Non-alcoholic fatty liver disease (
NAFLD) is a global health problem characterized by altered
lipid and redox homeostasis,
mitochondrial dysfunction, and endoplasmic reticulum (ER) stress. The
AMP-dependent
kinase (AMPK) agonist 5-aminoimidazole-4-carboxamide ribonucleoside (
AICAR) has been shown to improve the outcome of
NAFLD in the context of AMPK activation, yet the underlying molecular mechanism remains obscure.
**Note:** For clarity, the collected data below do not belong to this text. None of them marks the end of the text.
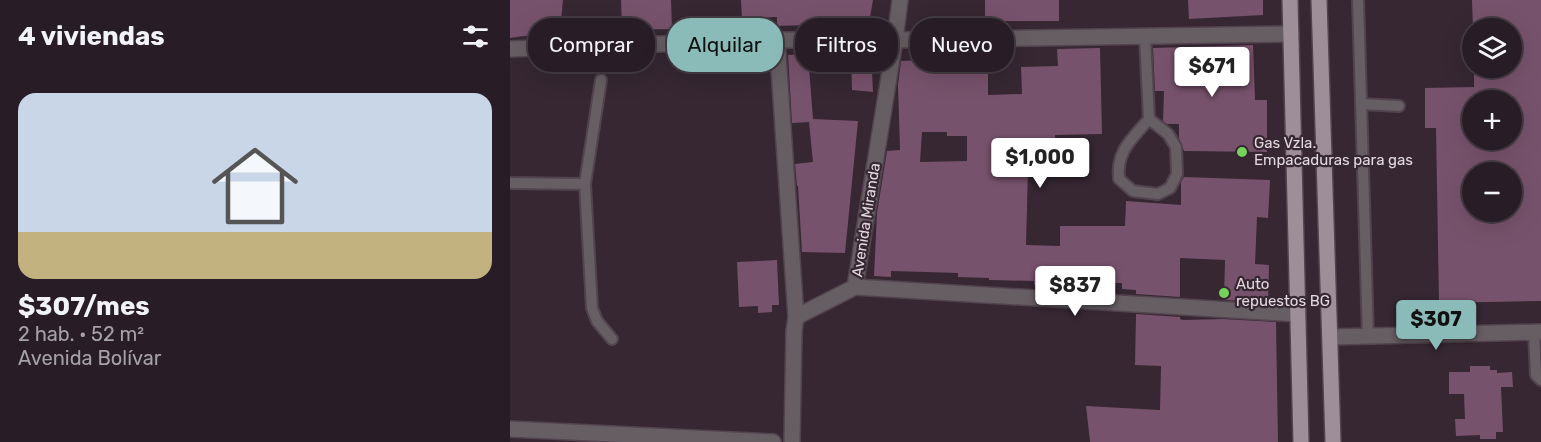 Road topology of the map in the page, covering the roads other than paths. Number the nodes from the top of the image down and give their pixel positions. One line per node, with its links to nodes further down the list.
1 (900, 0): 5 (street, Avenida Miranda)
2 (1290, 0): 6 (main road)
3 (1319, 0): 24 (main road)
4 (1358, 0): 14 (lane)
5 (898, 18)
6 (1291, 34): 7 (street); 20 (main road)
7 (1145, 37): 8 (street); 16 (lane)
8 (898, 40)
9 (667, 44): 10 (street)
10 (510, 49)
11 (779, 72): 21 (street)
12 (890, 72): 19 (street, Avenida Miranda)
13 (601, 80): 18 (lane)
14 (1361, 104): 15 (lane); 23 (lane)
15 (1400, 106)
16 (1149, 119): 16 (lane)
17 (510, 183): 18 (lane)
18 (585, 184): 25 (lane)
19 (855, 287): 20 (street); 21 (street, Avenida Miranda)
20 (1297, 314): 30 (main road)
21 (796, 317): 29 (street)
22 (1538, 332): 23 (street); 26 (lane)
23 (1368, 336): 24 (street)
24 (1331, 337): 31 (main road)
25 (612, 339)
26 (1541, 380)
27 (510, 429): 28 (street)
28 (773, 442)
29 (792, 442)
30 (1301, 442)
31 (1333, 442)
This study investigated the potential mechanism(s) of
AICAR to attenuate
NAFLD by exploring
AICAR's effects on the HGF/NF-κB/SNARK axis and downstream effectors as well as mitochondrial and ER derangements. High-fat diet (HFD)-fed male Wistar rats were given intraperitoneal
AICAR at 0.7 mg/g
body weight or left untreated for 8 weeks. In vitro steatosis was also examined. ELISA, Western blotting, immunohistochemistry and RT-PCR were used to explore
AICAR's effects.
NAFLD was confirmed by steatosis score,
dyslipidemia, altered glycemic, and redox status. HGF/NF-κB/SNARK was downregulated in HFD-fed rats receiving
AICAR with improved hepatic steatosis and reduced inflammatory
cytokines and oxidative stress. Aside from AMPK dominance,
AICAR improved hepatic
fatty acid oxidation and alleviated the ER stress response. In addition, it restored mitochondrial homeostasis by modulating
Sirtuin 2 and mitochondrial quality gene expression. Our results provide a new mechanistic insight into the prophylactic role of
AICAR in the prevention of
NAFLD and its complications.